-- About this task --
Because the pictures are not wanted, reproduce the rest of the records below exactly as they stand.
Top of Raw data
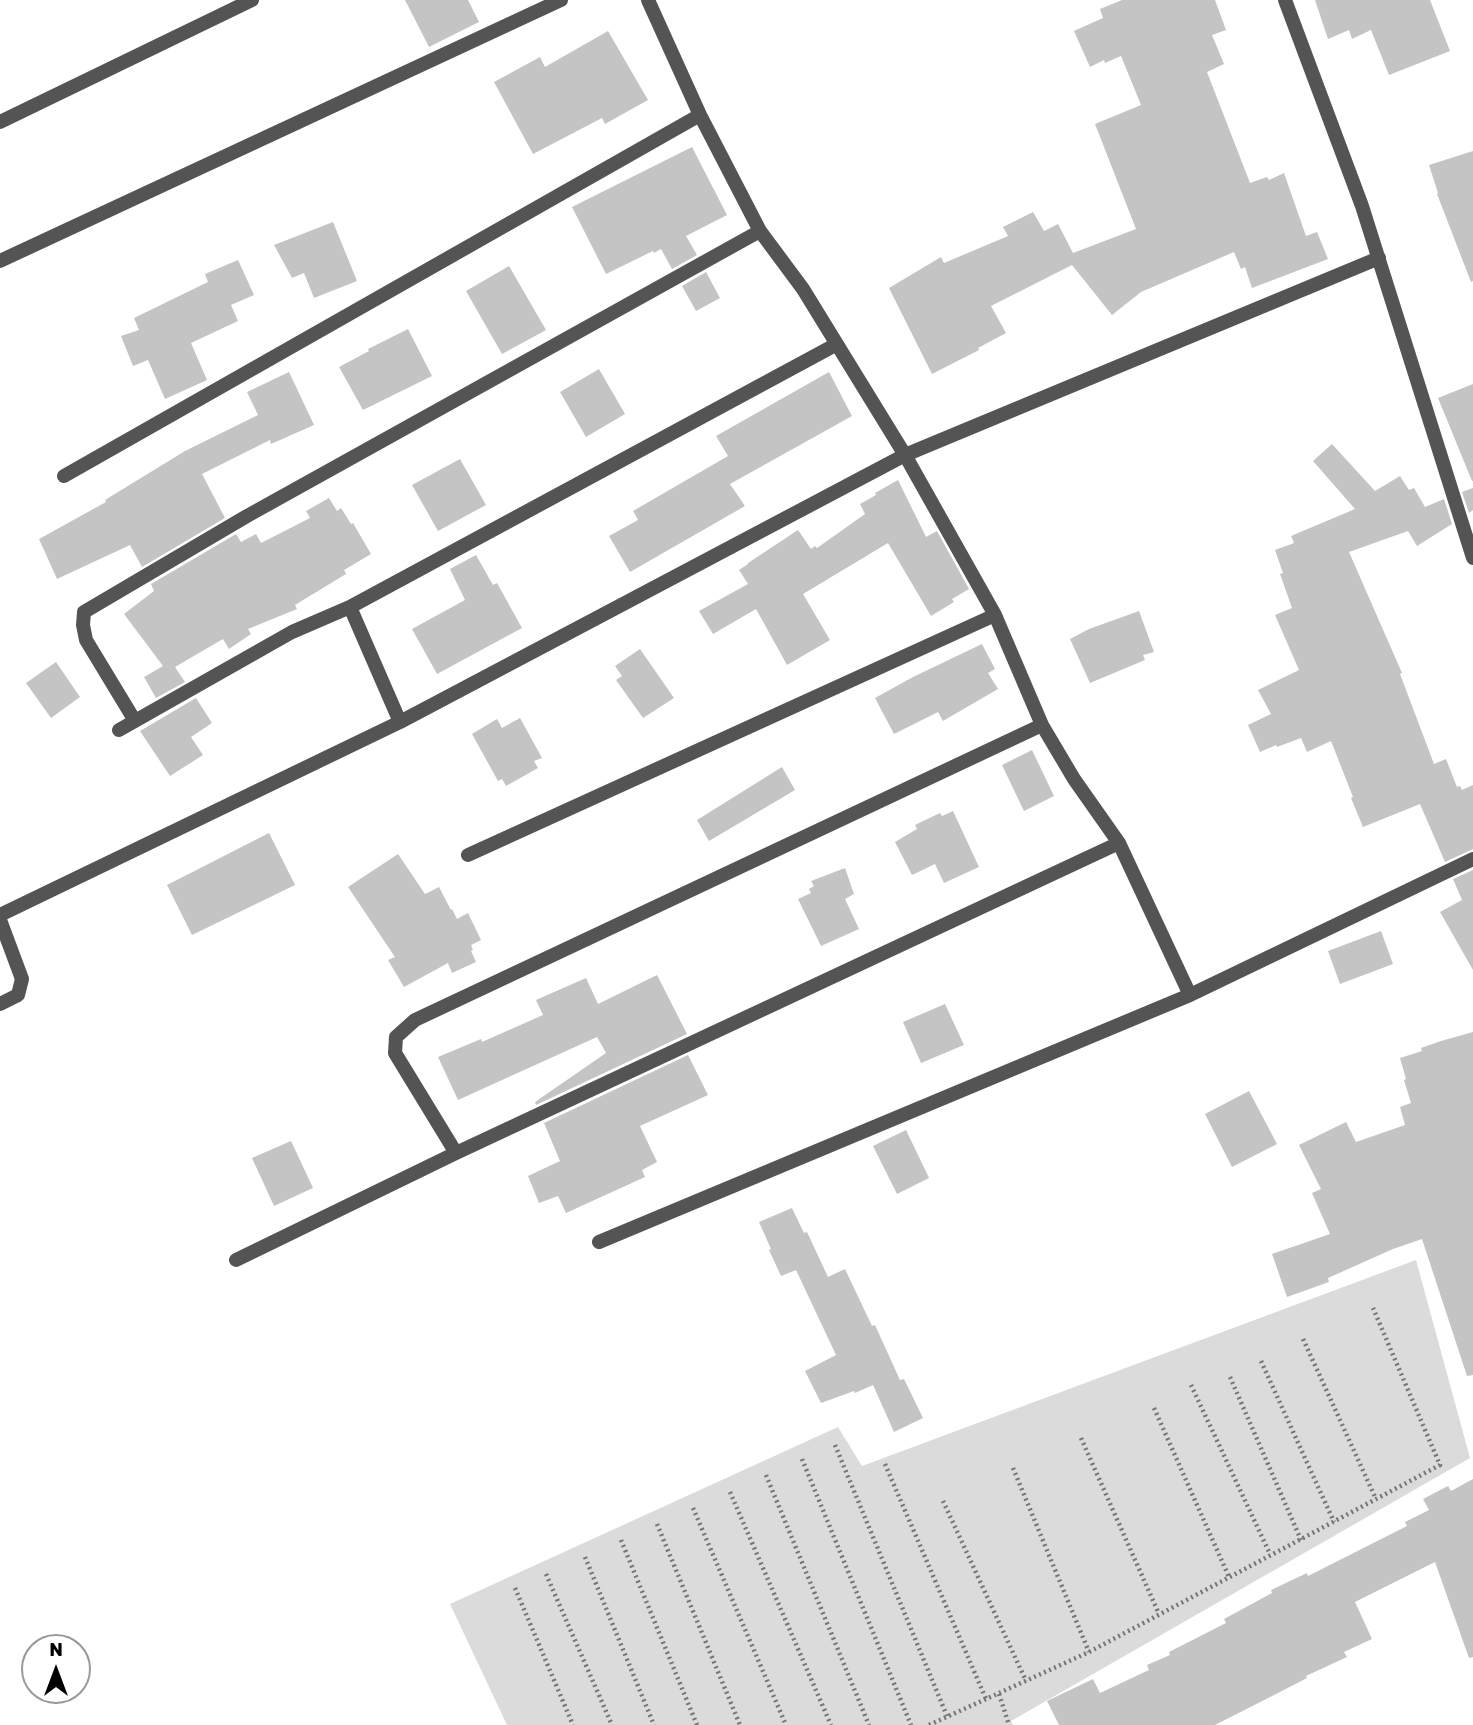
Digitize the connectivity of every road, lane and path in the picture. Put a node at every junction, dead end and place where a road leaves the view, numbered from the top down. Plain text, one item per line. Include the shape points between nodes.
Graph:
1 (251, 0) edge
2 (561, 0) edge
3 (648, 0) edge
4 (1285, 0) edge
5 (700, 115) junction
6 (0, 121) edge
7 (760, 231) junction
8 (1379, 258) junction
9 (0, 261) edge
10 (837, 344) junction
11 (905, 455) junction
12 (64, 476) dead end
13 (1473, 558) edge
14 (350, 607) junction
15 (995, 615) junction
16 (135, 721) junction
17 (400, 722) junction
18 (1042, 725) junction
19 (119, 730) dead end
20 (1119, 843) junction
21 (468, 855) dead end
22 (1473, 859) edge
23 (0, 915) edge
24 (0, 920) edge
25 (1190, 995) junction
26 (0, 1004) edge
27 (456, 1153) junction
28 (599, 1242) dead end
29 (236, 1260) dead end
30 (1373, 1308) dead end
31 (1303, 1339) dead end
32 (1261, 1361) dead end
33 (1230, 1377) dead end
34 (1191, 1385) dead end
35 (1154, 1408) dead end
36 (1081, 1438) dead end
37 (835, 1445) dead end
38 (802, 1459) dead end
39 (885, 1464) dead end
40 (1013, 1468) dead end
41 (766, 1475) dead end
42 (730, 1492) dead end
43 (1376, 1499) junction
44 (943, 1501) dead end
45 (694, 1508) dead end
46 (1334, 1522) junction
47 (657, 1524) dead end
48 (621, 1540) dead end
49 (1301, 1540) junction
50 (1270, 1554) junction
51 (585, 1557) dead end
52 (546, 1574) dead end
53 (1229, 1577) junction
54 (515, 1588) dead end
55 (1159, 1614) junction
56 (1089, 1652) junction
57 (1026, 1681) junction
58 (999, 1694) junction
59 (986, 1699) junction
60 (947, 1716) junction
61 (572, 1725) edge
62 (612, 1725) edge
63 (654, 1725) edge
64 (697, 1725) edge
65 (740, 1725) edge
66 (786, 1725) edge
67 (831, 1725) edge
68 (869, 1725) edge
69 (912, 1725) edge
70 (929, 1725) edge
71 (1009, 1725) edge

1 - 6 street
2 - 9 street
3 - 5 street
4 - 8 street
5 - 7 street
5 - 12 street
7 - 10 street
7 - 16 street via 247,516 85,612 86,640
8 - 11 street
8 - 13 street
10 - 11 street
10 - 14 street
11 - 15 street
11 - 17 street
14 - 16 street via 292,632
14 - 17 street
15 - 18 street
15 - 21 street
16 - 19 street
17 - 23 street
18 - 20 street
18 - 27 street via 415,1020 396,1037 395,1053
20 - 25 street
20 - 27 street
22 - 25 street
24 - 26 street via 22,979 18,995
25 - 28 street
27 - 29 street
30 - 43 path via 1440,1465
31 - 43 path
32 - 46 path
33 - 49 path
34 - 50 path
35 - 53 path
36 - 55 path
37 - 60 path
38 - 69 path
39 - 59 path
40 - 56 path
41 - 68 path
42 - 67 path
43 - 46 path
44 - 57 path
45 - 66 path
46 - 49 path
47 - 65 path
48 - 64 path
49 - 50 path
50 - 53 path
51 - 63 path
52 - 62 path
53 - 55 path
54 - 61 path
55 - 56 path
56 - 57 path
57 - 58 path
58 - 59 path
58 - 71 path
59 - 60 path
60 - 70 path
Bottom of Raw data
-- Task response --
Digitize the connectivity of every road, lane and path in the picture. Put a node at every junction, dead end and place where a road leaves the view, numbered from the top down. Plain text, one item per line. Include the shape points between nodes.
Graph:
1 (251, 0) edge
2 (561, 0) edge
3 (648, 0) edge
4 (1285, 0) edge
5 (700, 115) junction
6 (0, 121) edge
7 (760, 231) junction
8 (1379, 258) junction
9 (0, 261) edge
10 (837, 344) junction
11 (905, 455) junction
12 (64, 476) dead end
13 (1473, 558) edge
14 (350, 607) junction
15 (995, 615) junction
16 (135, 721) junction
17 (400, 722) junction
18 (1042, 725) junction
19 (119, 730) dead end
20 (1119, 843) junction
21 (468, 855) dead end
22 (1473, 859) edge
23 (0, 915) edge
24 (0, 920) edge
25 (1190, 995) junction
26 (0, 1004) edge
27 (456, 1153) junction
28 (599, 1242) dead end
29 (236, 1260) dead end
30 (1373, 1308) dead end
31 (1303, 1339) dead end
32 (1261, 1361) dead end
33 (1230, 1377) dead end
34 (1191, 1385) dead end
35 (1154, 1408) dead end
36 (1081, 1438) dead end
37 (835, 1445) dead end
38 (802, 1459) dead end
39 (885, 1464) dead end
40 (1013, 1468) dead end
41 (766, 1475) dead end
42 (730, 1492) dead end
43 (1376, 1499) junction
44 (943, 1501) dead end
45 (694, 1508) dead end
46 (1334, 1522) junction
47 (657, 1524) dead end
48 (621, 1540) dead end
49 (1301, 1540) junction
50 (1270, 1554) junction
51 (585, 1557) dead end
52 (546, 1574) dead end
53 (1229, 1577) junction
54 (515, 1588) dead end
55 (1159, 1614) junction
56 (1089, 1652) junction
57 (1026, 1681) junction
58 (999, 1694) junction
59 (986, 1699) junction
60 (947, 1716) junction
61 (572, 1725) edge
62 (612, 1725) edge
63 (654, 1725) edge
64 (697, 1725) edge
65 (740, 1725) edge
66 (786, 1725) edge
67 (831, 1725) edge
68 (869, 1725) edge
69 (912, 1725) edge
70 (929, 1725) edge
71 (1009, 1725) edge

1 - 6 street
2 - 9 street
3 - 5 street
4 - 8 street
5 - 7 street
5 - 12 street
7 - 10 street
7 - 16 street via 247,516 85,612 86,640
8 - 11 street
8 - 13 street
10 - 11 street
10 - 14 street
11 - 15 street
11 - 17 street
14 - 16 street via 292,632
14 - 17 street
15 - 18 street
15 - 21 street
16 - 19 street
17 - 23 street
18 - 20 street
18 - 27 street via 415,1020 396,1037 395,1053
20 - 25 street
20 - 27 street
22 - 25 street
24 - 26 street via 22,979 18,995
25 - 28 street
27 - 29 street
30 - 43 path via 1440,1465
31 - 43 path
32 - 46 path
33 - 49 path
34 - 50 path
35 - 53 path
36 - 55 path
37 - 60 path
38 - 69 path
39 - 59 path
40 - 56 path
41 - 68 path
42 - 67 path
43 - 46 path
44 - 57 path
45 - 66 path
46 - 49 path
47 - 65 path
48 - 64 path
49 - 50 path
50 - 53 path
51 - 63 path
52 - 62 path
53 - 55 path
54 - 61 path
55 - 56 path
56 - 57 path
57 - 58 path
58 - 59 path
58 - 71 path
59 - 60 path
60 - 70 path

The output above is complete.